__About this task__.
Your answer should be an exact copy of the listing.

__Supplied entries__.
* * * * *

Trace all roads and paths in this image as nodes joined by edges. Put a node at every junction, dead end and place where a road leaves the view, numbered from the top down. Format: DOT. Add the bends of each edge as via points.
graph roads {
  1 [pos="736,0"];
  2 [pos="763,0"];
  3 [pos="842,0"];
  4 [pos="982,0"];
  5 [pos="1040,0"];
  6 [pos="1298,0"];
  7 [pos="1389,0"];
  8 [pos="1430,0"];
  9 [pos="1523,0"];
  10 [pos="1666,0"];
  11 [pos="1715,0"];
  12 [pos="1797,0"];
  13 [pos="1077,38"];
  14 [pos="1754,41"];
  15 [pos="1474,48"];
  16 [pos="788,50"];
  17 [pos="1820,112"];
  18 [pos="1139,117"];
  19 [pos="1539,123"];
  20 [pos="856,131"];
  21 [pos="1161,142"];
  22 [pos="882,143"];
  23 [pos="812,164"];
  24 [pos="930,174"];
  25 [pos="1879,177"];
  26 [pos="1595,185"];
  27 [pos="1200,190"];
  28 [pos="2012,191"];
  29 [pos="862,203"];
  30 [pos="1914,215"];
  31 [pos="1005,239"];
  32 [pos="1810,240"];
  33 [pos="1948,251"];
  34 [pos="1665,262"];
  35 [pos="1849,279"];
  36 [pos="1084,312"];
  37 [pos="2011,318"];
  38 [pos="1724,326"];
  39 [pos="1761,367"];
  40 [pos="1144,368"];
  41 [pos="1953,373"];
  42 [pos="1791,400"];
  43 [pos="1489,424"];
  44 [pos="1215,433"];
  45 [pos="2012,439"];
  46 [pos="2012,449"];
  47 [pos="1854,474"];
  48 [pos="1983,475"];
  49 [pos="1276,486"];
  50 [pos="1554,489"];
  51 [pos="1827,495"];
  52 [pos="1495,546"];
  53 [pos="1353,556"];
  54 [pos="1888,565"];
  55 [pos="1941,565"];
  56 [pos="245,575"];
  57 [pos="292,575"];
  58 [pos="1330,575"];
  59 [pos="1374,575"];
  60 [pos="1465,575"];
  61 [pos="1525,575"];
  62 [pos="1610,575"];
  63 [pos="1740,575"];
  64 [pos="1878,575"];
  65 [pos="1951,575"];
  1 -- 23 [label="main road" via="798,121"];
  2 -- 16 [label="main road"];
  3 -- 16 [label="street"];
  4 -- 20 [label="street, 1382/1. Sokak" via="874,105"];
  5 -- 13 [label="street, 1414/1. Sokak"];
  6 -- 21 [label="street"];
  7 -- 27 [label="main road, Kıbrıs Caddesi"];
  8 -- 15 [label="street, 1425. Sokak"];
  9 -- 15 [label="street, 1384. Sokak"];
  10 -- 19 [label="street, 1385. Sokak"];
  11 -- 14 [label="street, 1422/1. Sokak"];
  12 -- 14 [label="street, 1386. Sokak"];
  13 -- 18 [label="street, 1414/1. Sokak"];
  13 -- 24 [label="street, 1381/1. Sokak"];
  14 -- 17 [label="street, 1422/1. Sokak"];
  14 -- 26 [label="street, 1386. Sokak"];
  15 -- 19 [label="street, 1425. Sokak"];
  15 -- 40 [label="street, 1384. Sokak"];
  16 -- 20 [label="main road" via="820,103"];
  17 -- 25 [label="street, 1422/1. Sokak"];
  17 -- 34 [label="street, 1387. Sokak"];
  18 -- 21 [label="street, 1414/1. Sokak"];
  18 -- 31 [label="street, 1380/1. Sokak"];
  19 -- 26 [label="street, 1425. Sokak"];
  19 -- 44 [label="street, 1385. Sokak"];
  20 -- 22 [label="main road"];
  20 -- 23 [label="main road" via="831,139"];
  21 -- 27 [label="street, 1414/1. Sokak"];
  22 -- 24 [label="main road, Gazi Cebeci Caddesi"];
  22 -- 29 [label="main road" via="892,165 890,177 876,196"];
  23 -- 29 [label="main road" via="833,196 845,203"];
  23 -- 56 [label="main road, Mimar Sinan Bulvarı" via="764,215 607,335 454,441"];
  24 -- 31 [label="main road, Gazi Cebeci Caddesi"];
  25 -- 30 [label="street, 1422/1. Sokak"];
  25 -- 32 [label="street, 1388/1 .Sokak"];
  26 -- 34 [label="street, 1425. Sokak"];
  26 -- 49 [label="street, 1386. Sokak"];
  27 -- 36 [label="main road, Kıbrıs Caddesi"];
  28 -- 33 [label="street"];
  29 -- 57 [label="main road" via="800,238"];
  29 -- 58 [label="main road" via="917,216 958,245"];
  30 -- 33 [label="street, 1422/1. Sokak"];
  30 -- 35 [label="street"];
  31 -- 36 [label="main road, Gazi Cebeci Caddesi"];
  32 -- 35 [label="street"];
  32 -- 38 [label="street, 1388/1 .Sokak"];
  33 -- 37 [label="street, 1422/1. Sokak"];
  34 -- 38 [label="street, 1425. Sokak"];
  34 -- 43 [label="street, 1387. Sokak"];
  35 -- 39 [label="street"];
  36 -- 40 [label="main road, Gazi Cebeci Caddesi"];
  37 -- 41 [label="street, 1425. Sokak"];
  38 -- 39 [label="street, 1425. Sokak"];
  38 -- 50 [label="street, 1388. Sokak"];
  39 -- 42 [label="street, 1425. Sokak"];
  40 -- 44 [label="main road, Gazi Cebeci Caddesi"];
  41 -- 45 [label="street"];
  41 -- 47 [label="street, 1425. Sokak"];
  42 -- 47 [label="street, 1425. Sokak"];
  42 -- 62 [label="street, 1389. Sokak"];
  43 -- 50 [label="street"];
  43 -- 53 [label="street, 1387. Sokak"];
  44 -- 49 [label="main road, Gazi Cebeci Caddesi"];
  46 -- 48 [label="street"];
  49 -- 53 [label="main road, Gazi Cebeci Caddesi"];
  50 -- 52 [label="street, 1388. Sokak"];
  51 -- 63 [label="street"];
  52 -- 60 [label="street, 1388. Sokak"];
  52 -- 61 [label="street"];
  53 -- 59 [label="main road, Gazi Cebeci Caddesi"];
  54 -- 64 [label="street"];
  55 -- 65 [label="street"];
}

* * * * *

__Response to the exercise__.
Trace all roads and paths in this image as nodes joined by edges. Put a node at every junction, dead end and place where a road leaves the view, numbered from the top down. Format: DOT. Add the bends of each edge as via points.
graph roads {
  1 [pos="736,0"];
  2 [pos="763,0"];
  3 [pos="842,0"];
  4 [pos="982,0"];
  5 [pos="1040,0"];
  6 [pos="1298,0"];
  7 [pos="1389,0"];
  8 [pos="1430,0"];
  9 [pos="1523,0"];
  10 [pos="1666,0"];
  11 [pos="1715,0"];
  12 [pos="1797,0"];
  13 [pos="1077,38"];
  14 [pos="1754,41"];
  15 [pos="1474,48"];
  16 [pos="788,50"];
  17 [pos="1820,112"];
  18 [pos="1139,117"];
  19 [pos="1539,123"];
  20 [pos="856,131"];
  21 [pos="1161,142"];
  22 [pos="882,143"];
  23 [pos="812,164"];
  24 [pos="930,174"];
  25 [pos="1879,177"];
  26 [pos="1595,185"];
  27 [pos="1200,190"];
  28 [pos="2012,191"];
  29 [pos="862,203"];
  30 [pos="1914,215"];
  31 [pos="1005,239"];
  32 [pos="1810,240"];
  33 [pos="1948,251"];
  34 [pos="1665,262"];
  35 [pos="1849,279"];
  36 [pos="1084,312"];
  37 [pos="2011,318"];
  38 [pos="1724,326"];
  39 [pos="1761,367"];
  40 [pos="1144,368"];
  41 [pos="1953,373"];
  42 [pos="1791,400"];
  43 [pos="1489,424"];
  44 [pos="1215,433"];
  45 [pos="2012,439"];
  46 [pos="2012,449"];
  47 [pos="1854,474"];
  48 [pos="1983,475"];
  49 [pos="1276,486"];
  50 [pos="1554,489"];
  51 [pos="1827,495"];
  52 [pos="1495,546"];
  53 [pos="1353,556"];
  54 [pos="1888,565"];
  55 [pos="1941,565"];
  56 [pos="245,575"];
  57 [pos="292,575"];
  58 [pos="1330,575"];
  59 [pos="1374,575"];
  60 [pos="1465,575"];
  61 [pos="1525,575"];
  62 [pos="1610,575"];
  63 [pos="1740,575"];
  64 [pos="1878,575"];
  65 [pos="1951,575"];
  1 -- 23 [label="main road" via="798,121"];
  2 -- 16 [label="main road"];
  3 -- 16 [label="street"];
  4 -- 20 [label="street, 1382/1. Sokak" via="874,105"];
  5 -- 13 [label="street, 1414/1. Sokak"];
  6 -- 21 [label="street"];
  7 -- 27 [label="main road, Kıbrıs Caddesi"];
  8 -- 15 [label="street, 1425. Sokak"];
  9 -- 15 [label="street, 1384. Sokak"];
  10 -- 19 [label="street, 1385. Sokak"];
  11 -- 14 [label="street, 1422/1. Sokak"];
  12 -- 14 [label="street, 1386. Sokak"];
  13 -- 18 [label="street, 1414/1. Sokak"];
  13 -- 24 [label="street, 1381/1. Sokak"];
  14 -- 17 [label="street, 1422/1. Sokak"];
  14 -- 26 [label="street, 1386. Sokak"];
  15 -- 19 [label="street, 1425. Sokak"];
  15 -- 40 [label="street, 1384. Sokak"];
  16 -- 20 [label="main road" via="820,103"];
  17 -- 25 [label="street, 1422/1. Sokak"];
  17 -- 34 [label="street, 1387. Sokak"];
  18 -- 21 [label="street, 1414/1. Sokak"];
  18 -- 31 [label="street, 1380/1. Sokak"];
  19 -- 26 [label="street, 1425. Sokak"];
  19 -- 44 [label="street, 1385. Sokak"];
  20 -- 22 [label="main road"];
  20 -- 23 [label="main road" via="831,139"];
  21 -- 27 [label="street, 1414/1. Sokak"];
  22 -- 24 [label="main road, Gazi Cebeci Caddesi"];
  22 -- 29 [label="main road" via="892,165 890,177 876,196"];
  23 -- 29 [label="main road" via="833,196 845,203"];
  23 -- 56 [label="main road, Mimar Sinan Bulvarı" via="764,215 607,335 454,441"];
  24 -- 31 [label="main road, Gazi Cebeci Caddesi"];
  25 -- 30 [label="street, 1422/1. Sokak"];
  25 -- 32 [label="street, 1388/1 .Sokak"];
  26 -- 34 [label="street, 1425. Sokak"];
  26 -- 49 [label="street, 1386. Sokak"];
  27 -- 36 [label="main road, Kıbrıs Caddesi"];
  28 -- 33 [label="street"];
  29 -- 57 [label="main road" via="800,238"];
  29 -- 58 [label="main road" via="917,216 958,245"];
  30 -- 33 [label="street, 1422/1. Sokak"];
  30 -- 35 [label="street"];
  31 -- 36 [label="main road, Gazi Cebeci Caddesi"];
  32 -- 35 [label="street"];
  32 -- 38 [label="street, 1388/1 .Sokak"];
  33 -- 37 [label="street, 1422/1. Sokak"];
  34 -- 38 [label="street, 1425. Sokak"];
  34 -- 43 [label="street, 1387. Sokak"];
  35 -- 39 [label="street"];
  36 -- 40 [label="main road, Gazi Cebeci Caddesi"];
  37 -- 41 [label="street, 1425. Sokak"];
  38 -- 39 [label="street, 1425. Sokak"];
  38 -- 50 [label="street, 1388. Sokak"];
  39 -- 42 [label="street, 1425. Sokak"];
  40 -- 44 [label="main road, Gazi Cebeci Caddesi"];
  41 -- 45 [label="street"];
  41 -- 47 [label="street, 1425. Sokak"];
  42 -- 47 [label="street, 1425. Sokak"];
  42 -- 62 [label="street, 1389. Sokak"];
  43 -- 50 [label="street"];
  43 -- 53 [label="street, 1387. Sokak"];
  44 -- 49 [label="main road, Gazi Cebeci Caddesi"];
  46 -- 48 [label="street"];
  49 -- 53 [label="main road, Gazi Cebeci Caddesi"];
  50 -- 52 [label="street, 1388. Sokak"];
  51 -- 63 [label="street"];
  52 -- 60 [label="street, 1388. Sokak"];
  52 -- 61 [label="street"];
  53 -- 59 [label="main road, Gazi Cebeci Caddesi"];
  54 -- 64 [label="street"];
  55 -- 65 [label="street"];
}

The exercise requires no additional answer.